Bycie głupim i naiwnym jest w Polsce absolutnie legalne. Nie można przecież nikomu zabronić wykonywania nieodpłatnej pracy, jeśli dobrowolnie się na to godzi. Szczególnie wtedy, kiedy finalnym beneficjentem jest światowa gwiazdka pop. Bo nie ma przecież nic bardziej wartościowego, jak bezpłatne harowanie na czyjeś bogactwo. Prawda?
Ale do rzeczy. Alicia Keys zrobi w Poznaniu wkrótce „szoł”. Ponieważ jestem starym, zasiedziałem tetrykiem, który nigdy nie był na żadnym koncercie, to wiem co mówię.
Aby gwiazdka pop mogła świecić na poznańskim stadionie majtkami, do pracy trzeba zaprzęgnąć hordy ludzi. Pardon, ale część z nich można śmiało nazwać niewolnikami. Godzą się wykonywać różne prace umysłowo-fizyczne pod szyldem „wolontariatu”.

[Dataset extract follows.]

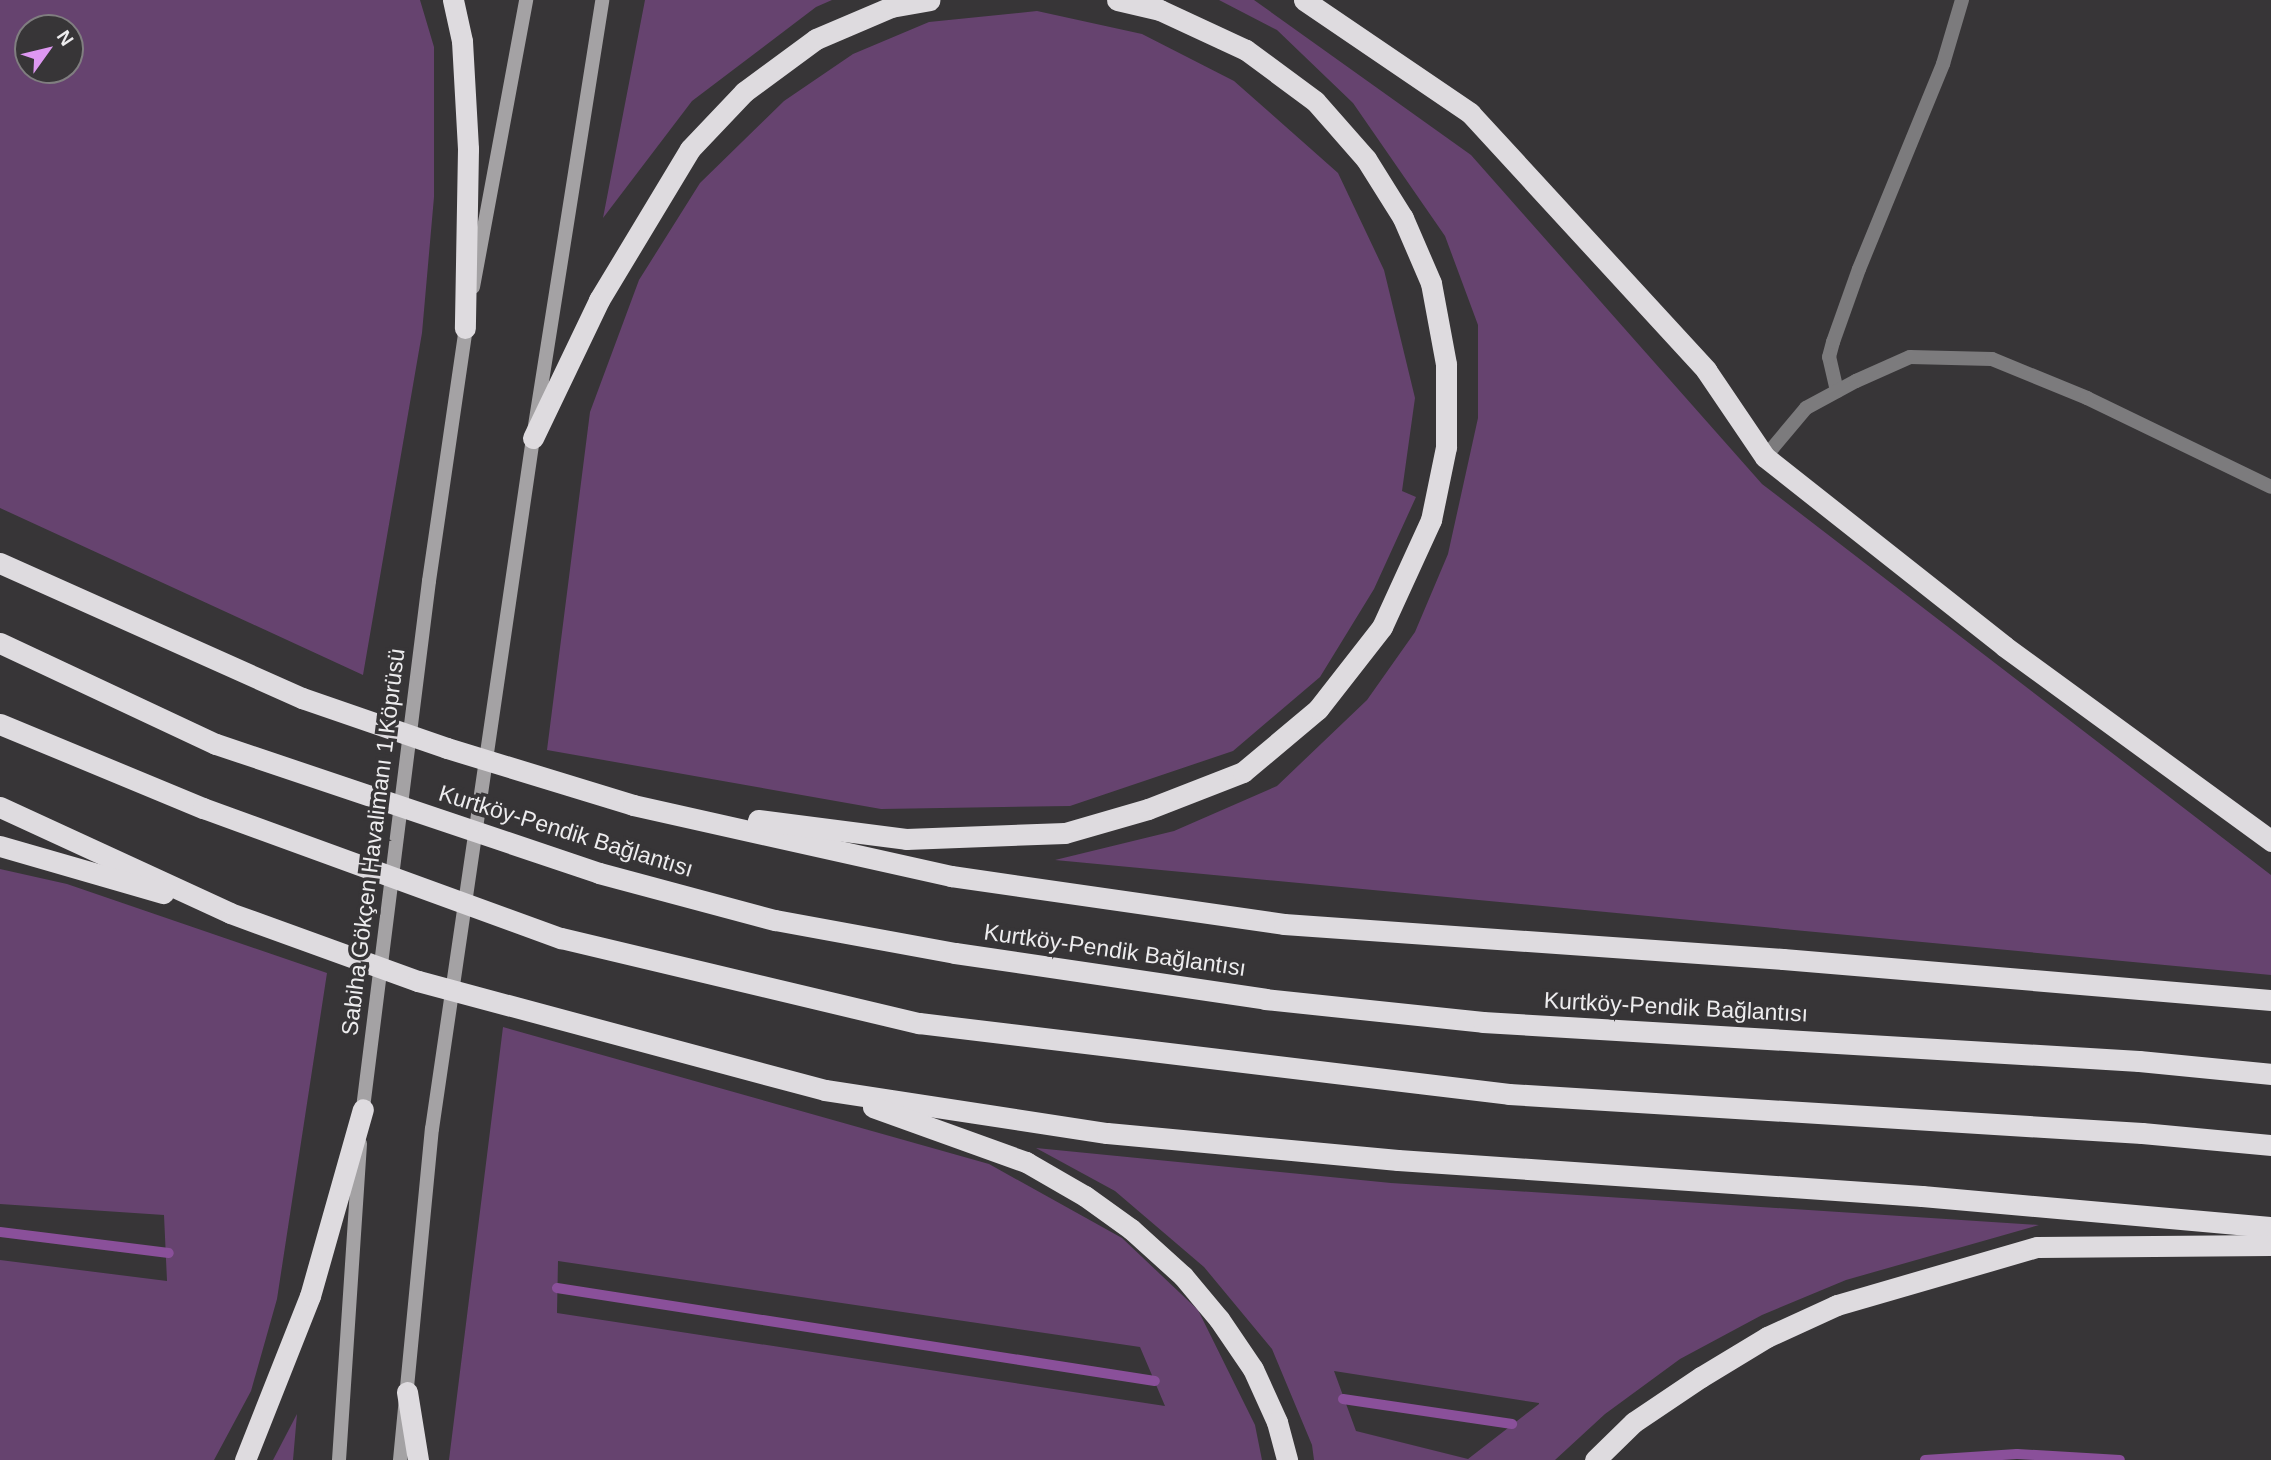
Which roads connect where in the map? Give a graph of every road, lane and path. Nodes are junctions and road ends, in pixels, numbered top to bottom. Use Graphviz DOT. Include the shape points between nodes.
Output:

Tak, dobrze przeczytałeś. Wziąłem to w cudzysłów, bo w moim osobistym słowniku wolontariat jest czymś nie tylko bezinteresownym, ale też czymś o bardzo szczytnym celu. Pracą, która uszlachetnia i nie jest utuczona komercją.
Być może jestem jednak dinozaurem. Ostatnim żyjącym gatunkiem, dla którego wolontariat nie kojarzy się z komercyjnym występem gwiazd.
Na wszelki wypadek ktoś cwany wymyślił, że pseudo-wolontariuszy nie zatrudni żadna komercyjna firma eventowa, związana z tym koncertem. Bo i nawet litera prawa mówi wyraźnie, że podmioty prowadzące działalność gospodarczą zatrudniać wolontariuszy nie mogą.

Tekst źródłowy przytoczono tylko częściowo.